Did Texas Kill an Innocent Man?

Written by FrumForum News on Friday November 12, 2010

The Texas Observer reports:

Claude Jones always claimed that he wasn’t the man who walked into an East Texas liquor store in 1989 and shot the owner. He professed his innocence right up until the moment he was strapped to a gurney in the Texas execution chamber and put to death on Dec. 7, 2000. His murder conviction was based on a single piece of forensic evidence recovered from the crime scene—a strand of hair—that prosecutors claimed belonged to Jones.

But DNA tests completed this week at the request of the Observer and the New York-based Innocence Project show the hair didn’t belong to Jones after all. The day before his death in December 2000, Jones asked for a stay of execution so the strand of hair could be submitted for DNA testing. He was denied by then-Gov. George W. Bush.

A decade later, the results of DNA testing not only undermine the evidence that convicted Jones, but raise the possibility that Texas executed an innocent man. The DNA tests—conducted by Mitotyping Technologies, a private lab in State College, Pa., and first reported by the Observer on Thursday—show the hair belonged to the victim of the shooting, Allen Hilzendager, the 44-year-old owner of the liquor store.

Because the DNA testing doesn’t implicate another shooter, the results don’t prove Jones’ innocence. But the hair was the only piece of evidence that placed Jones at the crime scene. So while the results don’t exonerate him, they raise serious doubts about his guilt. As with the now-infamous Cameron Todd Willingham arson case, the key forensic evidence in a Texas death penalty case has now been debunked.

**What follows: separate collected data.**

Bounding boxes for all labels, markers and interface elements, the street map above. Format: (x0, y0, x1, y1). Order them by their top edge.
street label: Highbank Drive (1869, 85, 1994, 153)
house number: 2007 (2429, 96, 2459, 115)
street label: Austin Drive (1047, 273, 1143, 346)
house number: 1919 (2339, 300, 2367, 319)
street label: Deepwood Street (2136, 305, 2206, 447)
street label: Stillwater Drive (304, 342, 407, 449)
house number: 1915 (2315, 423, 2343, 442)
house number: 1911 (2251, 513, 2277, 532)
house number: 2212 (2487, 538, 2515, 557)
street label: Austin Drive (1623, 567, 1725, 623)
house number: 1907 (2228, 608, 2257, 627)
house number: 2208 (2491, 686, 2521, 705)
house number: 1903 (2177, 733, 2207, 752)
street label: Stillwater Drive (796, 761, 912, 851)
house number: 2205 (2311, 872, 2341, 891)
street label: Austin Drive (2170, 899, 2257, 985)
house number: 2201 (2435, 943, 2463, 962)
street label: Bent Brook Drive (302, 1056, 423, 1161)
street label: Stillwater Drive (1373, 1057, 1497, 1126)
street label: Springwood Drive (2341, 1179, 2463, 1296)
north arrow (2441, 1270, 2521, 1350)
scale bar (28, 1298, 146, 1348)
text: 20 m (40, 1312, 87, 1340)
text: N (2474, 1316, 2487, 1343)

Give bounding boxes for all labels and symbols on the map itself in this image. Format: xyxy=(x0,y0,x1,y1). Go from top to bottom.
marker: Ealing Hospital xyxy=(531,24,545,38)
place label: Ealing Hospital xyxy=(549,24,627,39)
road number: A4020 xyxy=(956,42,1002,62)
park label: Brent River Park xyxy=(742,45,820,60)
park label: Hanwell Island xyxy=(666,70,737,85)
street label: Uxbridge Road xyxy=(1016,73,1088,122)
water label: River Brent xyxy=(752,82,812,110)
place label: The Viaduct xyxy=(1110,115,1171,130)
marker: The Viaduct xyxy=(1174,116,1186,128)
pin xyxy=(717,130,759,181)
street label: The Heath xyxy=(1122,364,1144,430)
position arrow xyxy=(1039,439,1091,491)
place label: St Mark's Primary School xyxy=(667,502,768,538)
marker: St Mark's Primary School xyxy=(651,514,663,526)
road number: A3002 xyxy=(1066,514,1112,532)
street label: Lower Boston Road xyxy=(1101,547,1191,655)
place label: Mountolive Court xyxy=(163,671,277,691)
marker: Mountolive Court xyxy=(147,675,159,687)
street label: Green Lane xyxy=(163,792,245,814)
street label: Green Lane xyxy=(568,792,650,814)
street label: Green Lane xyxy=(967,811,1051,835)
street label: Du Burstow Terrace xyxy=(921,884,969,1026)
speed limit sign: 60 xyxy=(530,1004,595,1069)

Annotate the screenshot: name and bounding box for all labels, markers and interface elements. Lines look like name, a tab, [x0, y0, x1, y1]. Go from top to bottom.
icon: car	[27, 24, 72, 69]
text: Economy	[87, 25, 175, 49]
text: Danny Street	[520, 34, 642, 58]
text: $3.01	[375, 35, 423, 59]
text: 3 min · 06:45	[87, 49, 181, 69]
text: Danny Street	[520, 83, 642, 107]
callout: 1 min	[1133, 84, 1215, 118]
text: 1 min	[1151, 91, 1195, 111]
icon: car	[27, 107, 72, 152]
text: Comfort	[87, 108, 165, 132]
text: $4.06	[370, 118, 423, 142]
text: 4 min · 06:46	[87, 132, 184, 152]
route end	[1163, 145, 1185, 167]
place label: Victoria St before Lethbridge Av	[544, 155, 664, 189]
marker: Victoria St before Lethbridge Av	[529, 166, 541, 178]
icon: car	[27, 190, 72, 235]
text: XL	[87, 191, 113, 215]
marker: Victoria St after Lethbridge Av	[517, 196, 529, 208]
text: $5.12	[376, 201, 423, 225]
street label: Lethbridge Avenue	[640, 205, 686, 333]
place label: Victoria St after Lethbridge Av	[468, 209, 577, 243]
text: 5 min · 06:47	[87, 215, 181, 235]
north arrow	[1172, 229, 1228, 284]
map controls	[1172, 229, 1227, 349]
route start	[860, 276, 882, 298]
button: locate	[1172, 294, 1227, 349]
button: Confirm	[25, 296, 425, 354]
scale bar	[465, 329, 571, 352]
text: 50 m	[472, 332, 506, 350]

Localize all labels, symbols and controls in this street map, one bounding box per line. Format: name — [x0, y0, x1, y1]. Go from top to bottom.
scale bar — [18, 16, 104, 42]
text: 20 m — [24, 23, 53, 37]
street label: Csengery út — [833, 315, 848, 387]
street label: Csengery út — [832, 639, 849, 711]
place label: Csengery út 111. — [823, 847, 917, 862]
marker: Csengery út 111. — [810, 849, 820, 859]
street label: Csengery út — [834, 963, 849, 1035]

“The DNA results prove that testimony about the hair sample on which this entire case rests was just wrong,” said Barry Scheck, co-founder of the Innocence Project, in a statement. “Unreliable forensic science and a completely inadequate post-conviction review process cost Claude Jones his life.”

Jones was 60 years old when he was executed on December 7, 2000—the last man put to death by then-Gov. Bush. The Observer and three innocence groups recently obtained the hair after a three-year court battle and submitted it for mitochondrial DNA testing.

That technology didn’t exist when Jones was convicted in 1990. But the DNA test had been developed by 2000, when Jones’ execution date was nearing. He requested a stay of execution from two Texas courts and from the governor’s office in order to test the hair evidence and prove his innocence. His requests were all denied.